WHAT THE TASK ASKS. Where does the word "hand" appear in the entries below? Copy each line that holds it.

PROVIDED DATA.
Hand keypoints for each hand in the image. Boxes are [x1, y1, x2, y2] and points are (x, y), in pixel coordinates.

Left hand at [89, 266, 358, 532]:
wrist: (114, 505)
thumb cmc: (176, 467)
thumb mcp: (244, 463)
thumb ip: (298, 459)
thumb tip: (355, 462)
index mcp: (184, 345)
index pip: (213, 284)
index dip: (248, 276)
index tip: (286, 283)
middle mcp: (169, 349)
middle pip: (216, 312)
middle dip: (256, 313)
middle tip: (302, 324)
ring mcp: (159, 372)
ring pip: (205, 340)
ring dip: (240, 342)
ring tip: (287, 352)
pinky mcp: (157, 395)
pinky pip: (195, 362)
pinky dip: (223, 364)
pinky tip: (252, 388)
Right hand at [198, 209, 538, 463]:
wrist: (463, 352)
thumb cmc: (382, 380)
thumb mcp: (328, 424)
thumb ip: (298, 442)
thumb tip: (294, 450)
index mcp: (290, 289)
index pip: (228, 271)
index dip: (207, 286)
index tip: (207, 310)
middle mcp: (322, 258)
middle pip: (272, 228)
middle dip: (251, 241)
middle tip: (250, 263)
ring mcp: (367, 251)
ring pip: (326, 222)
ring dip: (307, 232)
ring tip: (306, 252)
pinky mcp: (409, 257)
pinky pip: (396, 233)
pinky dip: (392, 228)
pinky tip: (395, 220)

* * *

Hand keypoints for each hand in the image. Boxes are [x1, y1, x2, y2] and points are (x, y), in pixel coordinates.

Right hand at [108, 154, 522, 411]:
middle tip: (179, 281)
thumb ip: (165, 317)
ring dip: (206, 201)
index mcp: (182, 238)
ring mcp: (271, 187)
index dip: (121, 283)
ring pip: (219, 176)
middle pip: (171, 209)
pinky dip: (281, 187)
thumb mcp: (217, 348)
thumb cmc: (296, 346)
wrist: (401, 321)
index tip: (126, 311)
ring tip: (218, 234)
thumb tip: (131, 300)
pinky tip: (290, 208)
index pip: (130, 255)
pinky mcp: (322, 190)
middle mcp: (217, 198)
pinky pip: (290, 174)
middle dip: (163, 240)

EXERCISE ANSWER.
Hand keypoints for each hand in the image. Boxes are [x1, y1, x2, y2] and points are (x, y), in pixel coordinates.
Left hand at [89, 266, 358, 532]:
Right hand at [198, 209, 538, 463]:
Hand keypoints for each hand in the image. Boxes are [x1, y1, x2, y2] and points are (x, y), in pixel coordinates.
Right hand at [108, 154, 522, 411]:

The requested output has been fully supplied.